Vergebung ist viel mehr als Toleranz. Bei Vergebung geht es darum, dass man sich die Verfehlungen nicht gegenseitig aufrechnet, sie aber auch nicht einfach übergeht. Jesus hat durchaus nicht einfach alles hingenommen. Sein Schweigen gegenüber seinen Peinigern im Verhör vor seiner Kreuzigung war Ausdruck eines tiefen Protestes gegen die Großmannssucht des Stärkeren. Am Kreuz sehen wir ihn ganz als den, der für andere gelebt hat. Noch im Angesicht des Todes hat er für seine Feinde bei seinem Vater im Himmel ein gutes Wort eingelegt. Spätestens hier erkennen wir Jesus als den, der mit dem Vater eins ist, der ganz seinen Willen tut, der bis zum Ende aller Tage an seiner Seite die Welt regiert.

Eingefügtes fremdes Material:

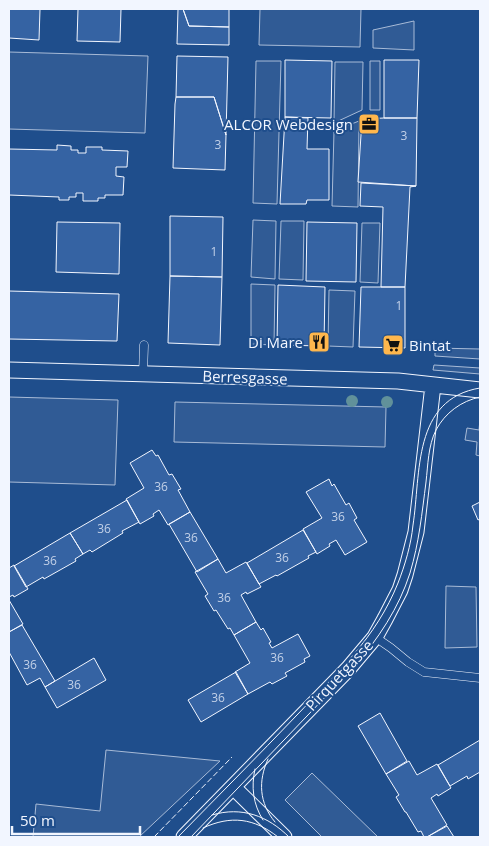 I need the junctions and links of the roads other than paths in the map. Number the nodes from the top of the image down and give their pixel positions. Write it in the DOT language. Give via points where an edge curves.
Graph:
graph roads {
  1 [pos="144,345"];
  2 [pos="9,370"];
  3 [pos="143,374"];
  4 [pos="433,385"];
  5 [pos="480,390"];
  6 [pos="375,637"];
  7 [pos="480,678"];
  8 [pos="233,787"];
  9 [pos="184,837"];
  10 [pos="284,837"];
  1 -- 3 [label="lane"];
  2 -- 3 [label="street, Berresgasse"];
  3 -- 4 [label="street, Berresgasse" via="398,381"];
  4 -- 5 [label="street, Berresgasse"];
  4 -- 6 [label="street, Pirquetgasse" via="410,562 400,590"];
  6 -- 7 [label="lane" via="424,672"];
  6 -- 8 [label="street, Pirquetgasse"];
  8 -- 9 [label="street, Pirquetgasse"];
  8 -- 10 [label="street"];
}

Wir haben gesehen, dass Vergebung alle angeht und dass Vergebung eine Sache ist, die Gott selbst durch seinen Sohn Jesus Christus hart errungen hat. Vergebung ist etwas, das im Leben eines jeden Dringlichkeit hat. Nicht nur in unserem Leben, sondern auch im Leben unserer Mitmenschen, bei unseren Familien, unseren Kollegen, unseren Nachbarn im Dorf und auch in der Politik, der großen in der weiten Welt und der kleinen auf unseren Dörfern. Wir haben gesehen: Vergebung geschieht nicht von selbst und versteht sich nicht von selbst. Sie muss wachsen, im Hören auf Gottes Wort, im Gebrauch der Sakramente Taufe und Abendmahl und auch im Beichtgespräch, das wir in Kirche und Gemeinde weitgehend vergessen haben.
Als Pfarrer kann ich nur versuchen, zusammen mit den Kirchenältesten, den Prädikanten, der Katechetin und mit allen, die sich engagieren wollen, in den hiesigen Gemeinden Vergebung neu zum Thema zu machen im Hören auf Gottes Wort. Ich will es nach Kräften tun. Alle sind aufgerufen, auf diesem Weg mitzugehen, denn Jesus ist diesen Weg vorangegangen. Manche Durststrecke liegt vor uns und wir werden auch sehen, dass die Welt es uns auf diesem Weg nicht leicht macht. Manchmal ist die Welt mitten in Kirche und Gemeinde am Werke. Da sollen wir nicht verzagen, sondern an Gottes Wort festhalten. Gottes Wort macht innerlich stark, auch wenn wir äußerlich schwach sind. Jesus lädt uns ein, mit ihm mitzugehen durch die Zeiten, bis wir im Licht seiner Herrlichkeit am Ende aller Tage das Ziel erreichen – Gottes Ewigkeit. Bis dahin wollen wir Jesus nachfolgen als solche, für die er selbst ein gutes Wort eingelegt hat und als solche, die ein Herz haben, für andere ein gutes Wort einzulegen.